Required action: An exact copy of all the data is needed, with every picture left out.

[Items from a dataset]
━━━━━━━━

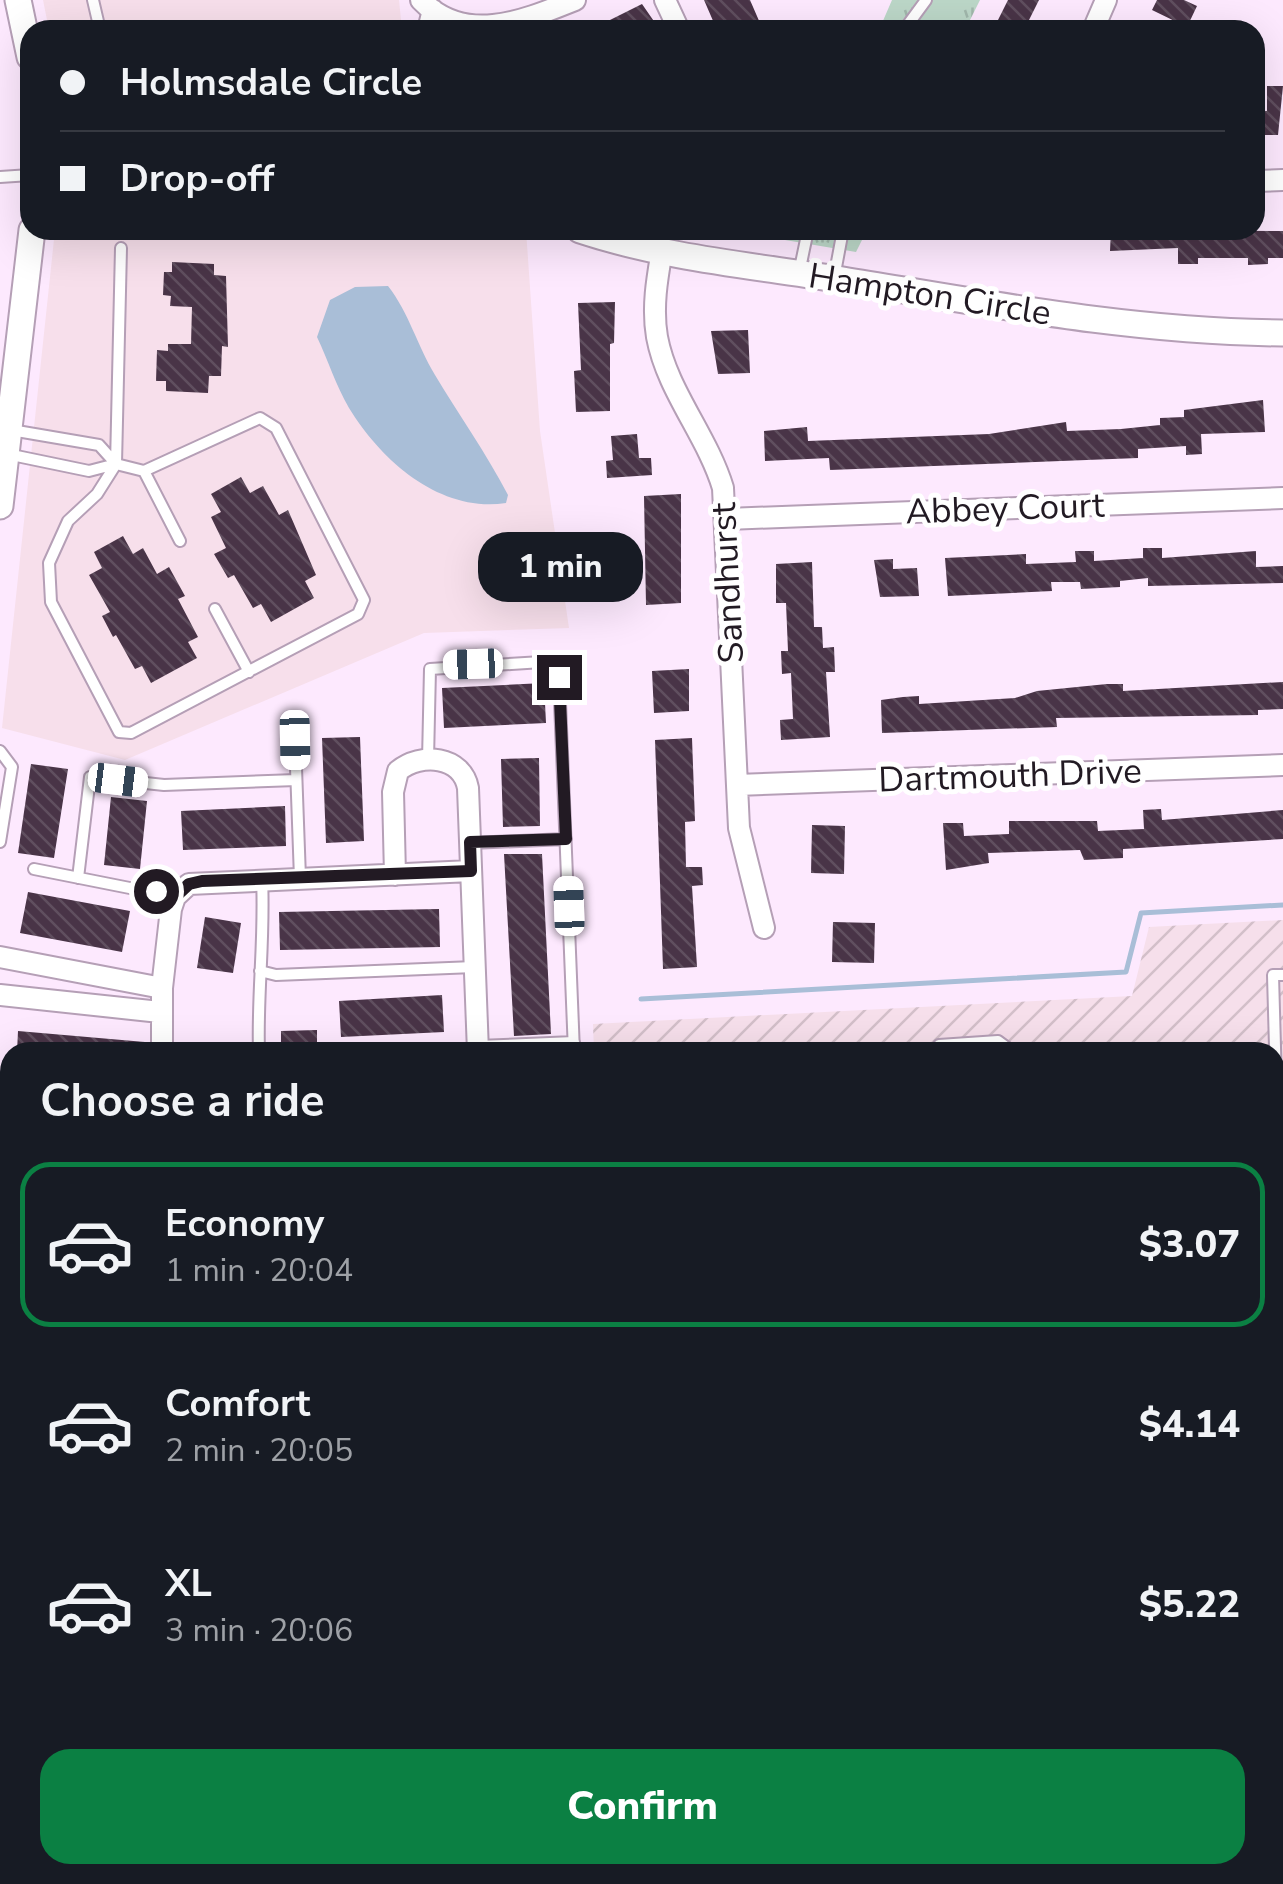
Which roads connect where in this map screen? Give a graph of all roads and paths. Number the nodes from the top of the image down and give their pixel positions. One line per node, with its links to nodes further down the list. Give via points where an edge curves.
1 (568, 1): 2 (street)
2 (517, 20)
3 (31, 240): 12 (street)
4 (621, 240): 8 (street, Hampton Circle)
5 (806, 240): 9 (lane)
6 (841, 240): 10 (lane)
7 (121, 248): 13 (lane)
8 (662, 250): 9 (street, Hampton Circle); 17 (street, Sandhurst, via 656,333 668,373 714,459)
9 (799, 273): 10 (street, Hampton Circle)
10 (834, 278): 11 (street, Hampton Circle, via 1147,328)
11 (1283, 334)
12 (6, 442): 13 (lane, via 88,471); 13 (lane, via 99,446); 16 (street)
13 (116, 464): 14 (lane); 20 (lane, via 68,521 49,563 51,602 119,732 132,734)
14 (144, 471): 18 (lane); 20 (lane, via 260,418 276,428 364,600 358,614)
15 (1283, 498): 17 (street, Abbey Court)
16 (0, 506)
17 (726, 519): 26 (street, Sandhurst)
18 (180, 540)
19 (215, 608): 20 (lane)
20 (249, 672)
21 (295, 740): 25 (lane)
22 (0, 751): 28 (lane, via 12,767)
23 (428, 761): 27 (lane, via 430,669 553,666 559,677); 29 (street, via 447,761 466,777); 32 (street, via 403,766 394,780)
24 (1283, 765): 26 (street, Dartmouth Drive)
25 (296, 780): 33 (lane, via 164,785 90,777); 34 (lane)
26 (737, 786): 37 (street, Sandhurst, via 742,848)
27 (566, 839): 29 (lane); 48 (lane)
28 (0, 842)
29 (470, 842): 31 (street)
30 (34, 869): 33 (lane)
31 (471, 871): 32 (street); 39 (street)
32 (395, 874): 34 (street)
33 (78, 878): 36 (lane)
34 (300, 878): 35 (street)
35 (262, 879): 36 (street, via 189,884); 40 (lane)
36 (175, 897): 42 (street)
37 (764, 928)
38 (0, 957): 42 (street)
39 (475, 967): 40 (lane); 47 (street)
40 (260, 972): 46 (lane)
41 (1283, 974): 49 (lane, via 1273,975)
42 (162, 988): 44 (street)
43 (0, 995): 44 (street)
44 (160, 1012): 45 (street)
45 (162, 1042)
46 (259, 1042)
47 (478, 1042)
48 (574, 1042)
49 (1274, 1042)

━━━━━━━━

The answer:
Which roads connect where in this map screen? Give a graph of all roads and paths. Number the nodes from the top of the image down and give their pixel positions. One line per node, with its links to nodes further down the list. Give via points where an edge curves.
1 (568, 1): 2 (street)
2 (517, 20)
3 (31, 240): 12 (street)
4 (621, 240): 8 (street, Hampton Circle)
5 (806, 240): 9 (lane)
6 (841, 240): 10 (lane)
7 (121, 248): 13 (lane)
8 (662, 250): 9 (street, Hampton Circle); 17 (street, Sandhurst, via 656,333 668,373 714,459)
9 (799, 273): 10 (street, Hampton Circle)
10 (834, 278): 11 (street, Hampton Circle, via 1147,328)
11 (1283, 334)
12 (6, 442): 13 (lane, via 88,471); 13 (lane, via 99,446); 16 (street)
13 (116, 464): 14 (lane); 20 (lane, via 68,521 49,563 51,602 119,732 132,734)
14 (144, 471): 18 (lane); 20 (lane, via 260,418 276,428 364,600 358,614)
15 (1283, 498): 17 (street, Abbey Court)
16 (0, 506)
17 (726, 519): 26 (street, Sandhurst)
18 (180, 540)
19 (215, 608): 20 (lane)
20 (249, 672)
21 (295, 740): 25 (lane)
22 (0, 751): 28 (lane, via 12,767)
23 (428, 761): 27 (lane, via 430,669 553,666 559,677); 29 (street, via 447,761 466,777); 32 (street, via 403,766 394,780)
24 (1283, 765): 26 (street, Dartmouth Drive)
25 (296, 780): 33 (lane, via 164,785 90,777); 34 (lane)
26 (737, 786): 37 (street, Sandhurst, via 742,848)
27 (566, 839): 29 (lane); 48 (lane)
28 (0, 842)
29 (470, 842): 31 (street)
30 (34, 869): 33 (lane)
31 (471, 871): 32 (street); 39 (street)
32 (395, 874): 34 (street)
33 (78, 878): 36 (lane)
34 (300, 878): 35 (street)
35 (262, 879): 36 (street, via 189,884); 40 (lane)
36 (175, 897): 42 (street)
37 (764, 928)
38 (0, 957): 42 (street)
39 (475, 967): 40 (lane); 47 (street)
40 (260, 972): 46 (lane)
41 (1283, 974): 49 (lane, via 1273,975)
42 (162, 988): 44 (street)
43 (0, 995): 44 (street)
44 (160, 1012): 45 (street)
45 (162, 1042)
46 (259, 1042)
47 (478, 1042)
48 (574, 1042)
49 (1274, 1042)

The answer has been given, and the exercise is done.